In a similar way, deciding that we need more political amateurs in our system is a politically selected end, not a rational conclusion of policy analysts. Deciding that our system needs ever more transparency and openness into the minds of decision-makers is a feel-good political outcome that we want, but it is not a rational process to improve government. Rauch’s views are technical and rational, and to most people are probably ridiculous and unwanted, but his steps to make government more functional by rolling back some of the steps we have made in service of positive outcomes is rational, focusing on the means of good governance.
In the United States we don’t like the way our politics looks from the outside. We don’t like the fact that special interests lobby and seem to buy legislators. We don’t like that it is hard to have a voice and to have a say in what happens. We don’t like that political families seem to stay in power for long periods of time. Our primary solution to all of these problems is to try to make our country more democratic and to increase participation in our governing process.
We have focused on increasing participation because it feels like the right thing to do. Increasing voter turnout and making it easier for people to vote is one solution we have pushed for in certain areas. Another strategy has been to encourage more political outsiders to run for office and for average voters to support candidates through individual donations. These strategies however, do not necessarily address the problem that we face with governance and the things about government that frustrate our public. It is possible for us to address the challenges of government by evaluating and changing processes, rather than by changing the mix of people who participate.
Jonathan Rauch looks at what can happen when government is directed by political amateurs rather than career politicians. He is skeptical that political amateurs can navigate the political landscape and build necessary coalitions to help move good legislation forward. Rauch quotes a New York University School of Law professor to demonstrate his fears of increased participation from political outsiders, “In the midst of the declining governing capacity of the American democratic order, we ought to focus less on ‘participation’ as the magical solution and more on the real dynamics of how to facilitate the organization of effective political power.”

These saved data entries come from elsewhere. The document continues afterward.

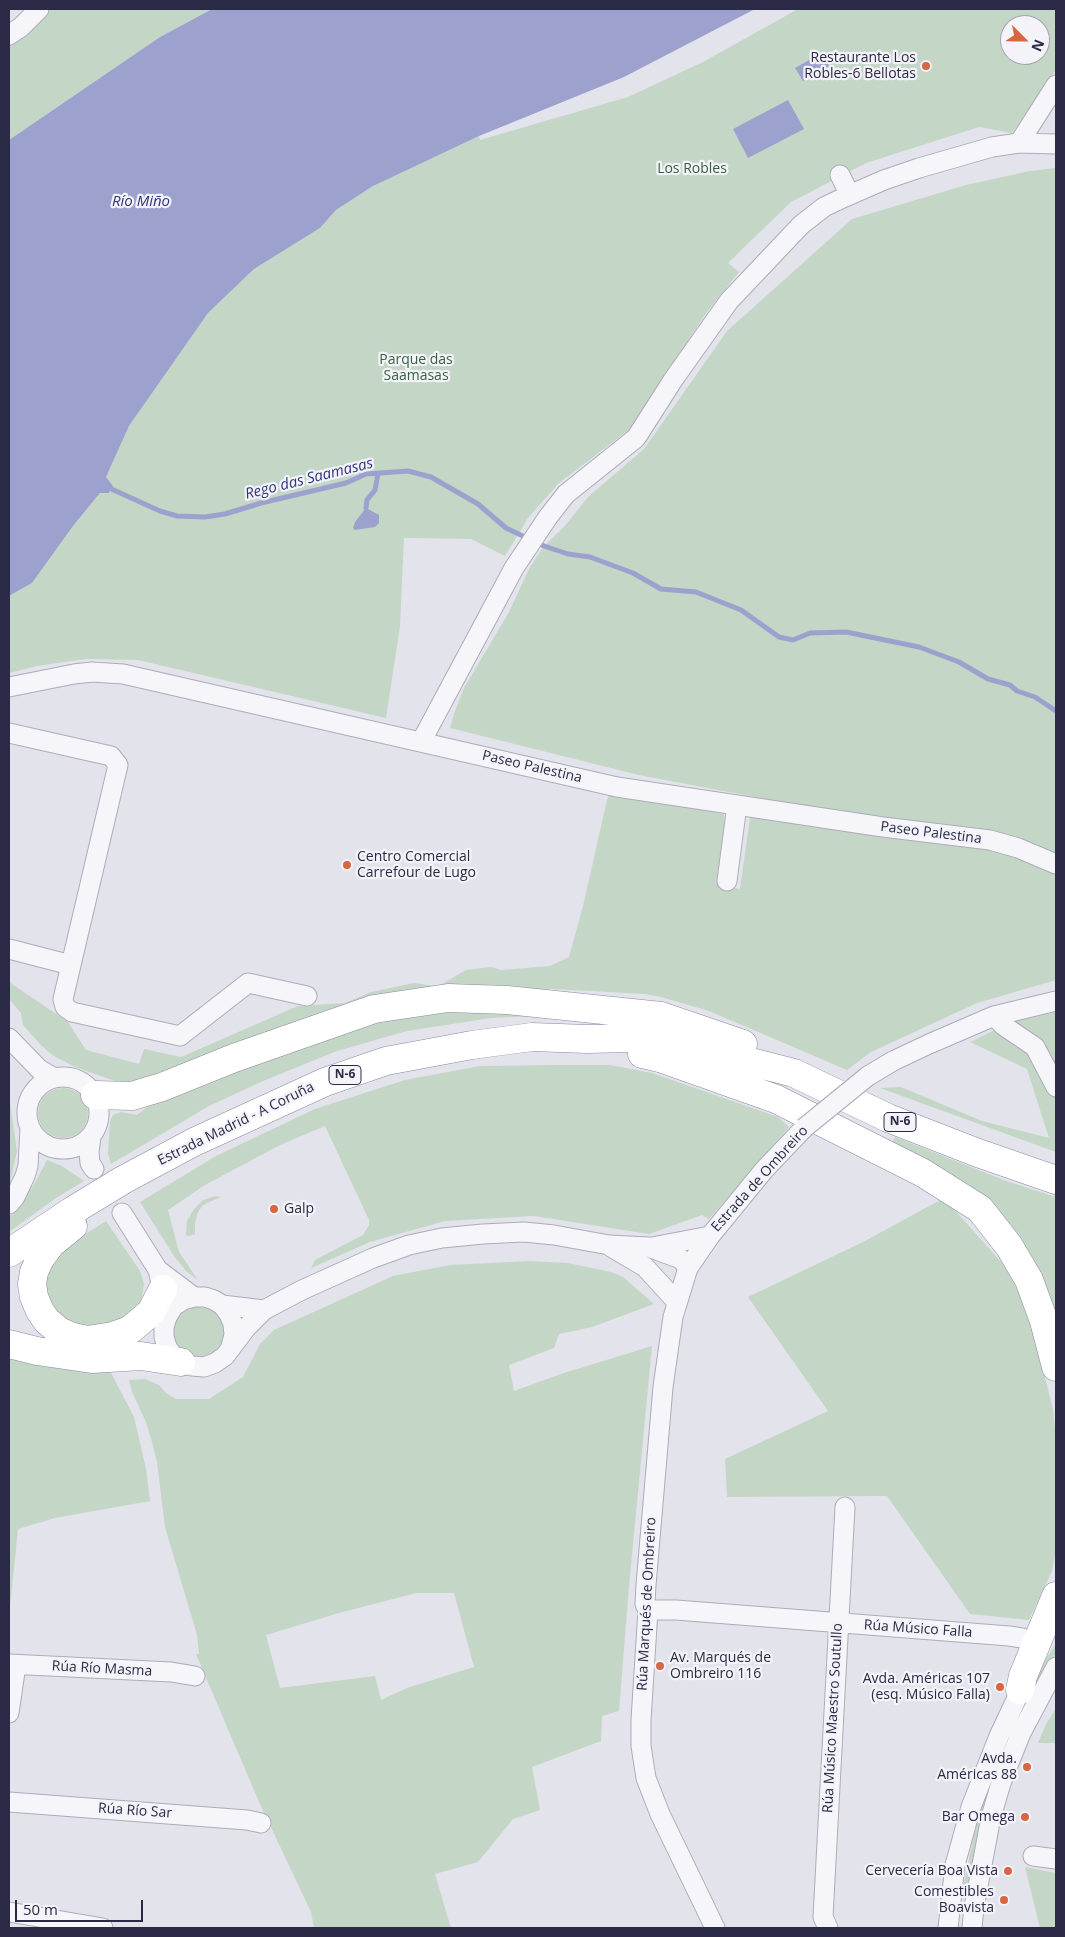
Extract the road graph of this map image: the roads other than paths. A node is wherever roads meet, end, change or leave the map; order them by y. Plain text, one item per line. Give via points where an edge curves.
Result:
1 (39, 9) edge
2 (9, 36) edge
3 (1056, 85) edge
4 (1019, 143) junction
5 (1056, 144) edge
6 (840, 175) dead end
7 (850, 195) junction
8 (9, 687) edge
9 (9, 733) edge
10 (421, 742) junction
11 (737, 805) junction
12 (1056, 864) edge
13 (727, 881) dead end
14 (9, 949) edge
15 (71, 965) junction
16 (307, 996) dead end
17 (1056, 1001) edge
18 (994, 1016) junction
19 (587, 1039) junction
20 (12, 1042) edge
21 (794, 1073) junction
22 (54, 1078) junction
23 (1056, 1087) edge
24 (95, 1095) junction
25 (30, 1098) junction
26 (30, 1128) junction
27 (91, 1136) junction
28 (61, 1150) junction
29 (123, 1180) junction
30 (1056, 1180) edge
31 (9, 1204) edge
32 (122, 1213) dead end
33 (710, 1236) junction
34 (609, 1245) junction
35 (648, 1247) junction
36 (9, 1253) edge
37 (645, 1267) junction
38 (687, 1271) junction
39 (161, 1279) junction
40 (194, 1296) junction
41 (676, 1302) junction
42 (222, 1305) junction
43 (264, 1310) junction
44 (167, 1317) junction
45 (9, 1344) edge
46 (231, 1346) junction
47 (181, 1362) junction
48 (1056, 1367) edge
49 (845, 1507) dead end
50 (1056, 1596) edge
51 (648, 1610) junction
52 (838, 1623) junction
53 (1046, 1638) edge
54 (12, 1665) edge
55 (1056, 1667) edge
56 (195, 1676) dead end
57 (1020, 1690) joint
58 (9, 1713) edge
59 (9, 1802) edge
60 (261, 1823) dead end
61 (1033, 1856) dead end
62 (1056, 1859) edge
63 (9, 1912) edge
64 (103, 1928) edge
65 (715, 1928) edge
66 (828, 1928) edge
67 (948, 1928) edge
68 (972, 1928) edge

1 - 2 street
3 - 4 street
4 - 5 street
4 - 7 street via 992,147 919,168
6 - 7 street
7 - 10 street via 824,207 801,225 749,278 673,380 636,438 566,494 514,568
8 - 10 street, Paseo Palestina via 74,674 124,674
9 - 15 street via 111,756 118,765
10 - 11 street, Paseo Palestina via 617,787
11 - 12 street, Paseo Palestina via 990,840
11 - 13 street
14 - 15 street
15 - 16 street via 63,1003 72,1012 180,1036 248,983
17 - 18 street, Estrada de Ombreiro
18 - 23 street via 1035,1047
18 - 33 street, Estrada de Ombreiro, bridge via 929,1044 868,1076 804,1128 764,1170
19 - 21 highway, Estrada Madrid - A Coruña / N-6 via 632,1038 693,1047
19 - 29 highway, Estrada Madrid - A Coruña / N-6 via 532,1037 386,1061 277,1102
19 - 48 highway via 663,1059 776,1099 923,1172 980,1209 1009,1246 1029,1280
20 - 22 street via 39,1069
20 - 25 street via 28,1074
21 - 24 highway via 758,1050 661,1016 506,1000 448,998 374,1009 154,1090 132,1096
21 - 30 highway, Estrada Madrid - A Coruña / N-6 via 888,1118
22 - 24 street via 77,1080
22 - 25 street via 44,1082
24 - 27 street via 100,1116
25 - 26 street via 27,1113
26 - 28 street via 43,1143
26 - 31 street via 28,1166
27 - 28 street via 83,1144
27 - 28 street via 88,1152 92,1166 74,1153
29 - 36 highway, Estrada Madrid - A Coruña / N-6
29 - 39 highway via 97,1211 51,1244 34,1272 34,1297 48,1322 59,1331 87,1340 113,1336 136,1326 151,1312
32 - 39 street
33 - 35 street
33 - 38 street, Estrada de Ombreiro
34 - 35 street
34 - 37 street
34 - 43 street via 524,1232 442,1238 372,1258
35 - 38 street via 681,1259
37 - 38 street via 674,1274
37 - 41 street
38 - 41 street, Rúa Marqués de Ombreiro
39 - 40 street
39 - 44 street
40 - 42 street
40 - 44 street via 178,1303
41 - 51 street, Rúa Marqués de Ombreiro via 656,1449 645,1604
42 - 43 street
42 - 46 street via 233,1324
43 - 46 street
44 - 47 street via 164,1337 170,1351
45 - 47 highway via 92,1359 141,1356
46 - 47 street via 225,1356 204,1367
49 - 52 street, Rúa Músico Maestro Soutullo
50 - 53 highway
51 - 52 street, Rúa Músico Falla
51 - 65 street, Rúa Marqués de Ombreiro via 641,1720 646,1778
52 - 53 street, Rúa Músico Falla via 1009,1636 1030,1641
52 - 66 street, Rúa Músico Maestro Soutullo via 823,1917
53 - 57 highway via 1023,1676
54 - 56 street, Rúa Río Masma via 171,1672
54 - 58 street
55 - 68 street via 1021,1733 1001,1783 991,1817
57 - 67 street via 971,1807 955,1865
59 - 60 street, Rúa Río Sar
61 - 62 street
63 - 64 street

Stability is underrated yet drastically important in any political system, and often times stability comes from relationships and coalitions within government. Political outsiders and amateurs are focused on specific issues and often brand themselves as being outside the normal relationships and spheres of influence within the political system. There are certainly times to inject politics with new faces and new relationships, but to continually stock legislatures with amateur politicians makes the overall process of governing more difficult and makes the organization of political power a greater challenge and battle. Changing the “who” of politics does not solve all of our problems alone.